La Galerie Alberta Pane a le plaisir de présenter dans ses deux espaces parisiens Mauvais corps, une exposition de l’artiste italien Christian Fogarolli (IT, 1983) qui dévoile un corpus d'oeuvres inédits. En parallèle de ce projet, l’artiste présente une deuxième exposition, Criminal mind, au Musée de la Préfecture de Police. Ces deux propositions dialoguent entre elles et se complètent, en explorant des thèmes qui se répondent.

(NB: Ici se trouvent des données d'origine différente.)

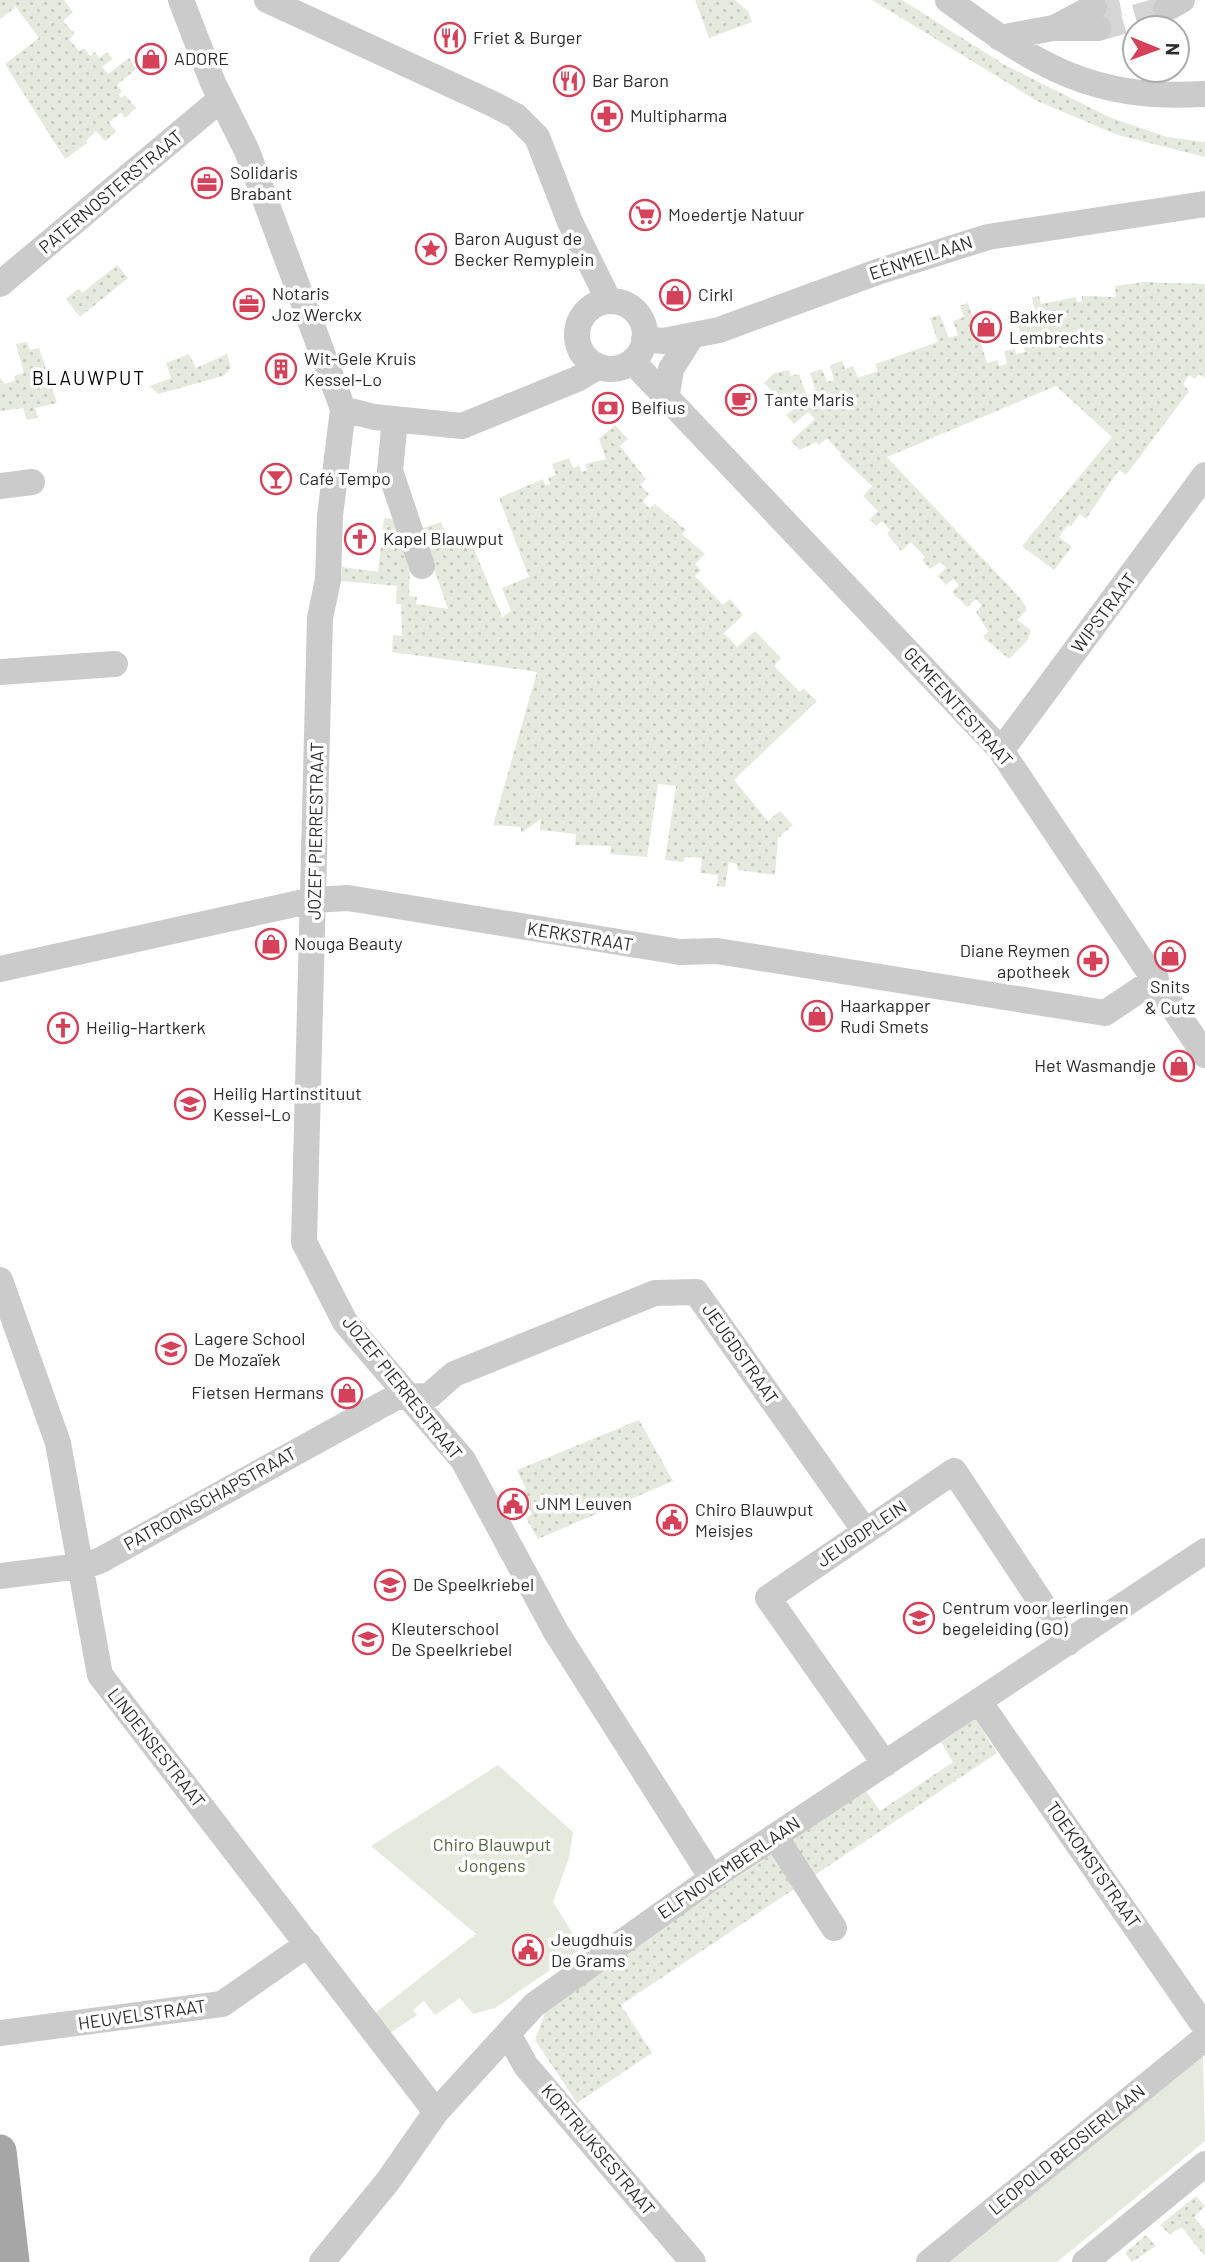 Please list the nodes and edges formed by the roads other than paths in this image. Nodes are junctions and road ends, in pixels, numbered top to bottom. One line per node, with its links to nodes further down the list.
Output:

Mauvais corps nous invite à réfléchir à la manière dont nos sociétés perçoivent et jugent les corps. L’artiste déconstruit les représentations établies, et remet en question les normes imposées, les catégories dites "normales" ou "déviantes", et la façon dont ces étiquettes créent l’exclusion. Selon Fogarolli, le corps est un lieu de tension, pris entre le rejet et la quête d’acceptation par autrui.
Dans la première partie de l’exposition, une série de portraits capte l’attention du spectateur. Les visages et les corps, parfois déformés ou modifiés, oscillent entre fragilité et force, et regardent le public avec intensité. Ces portraits évoquent la douleur, la transformation, mais aussi la résilience de ceux que l’on considère comme "hors norme”. Saisissants par leur présence, ils symbolisent à la fois le refus du silence, mais aussi la différence visible, celle qui dérange. Chaque portrait devient alors le symbole d’une voix singulière, d’une identité visible et assumée, mais que l’on cherche à contenir. En affrontant et domptant la douleur, l’individu affirme sa supériorité sur sa condition humaine, transformant une expérience destructrice en preuve de résilience et de force.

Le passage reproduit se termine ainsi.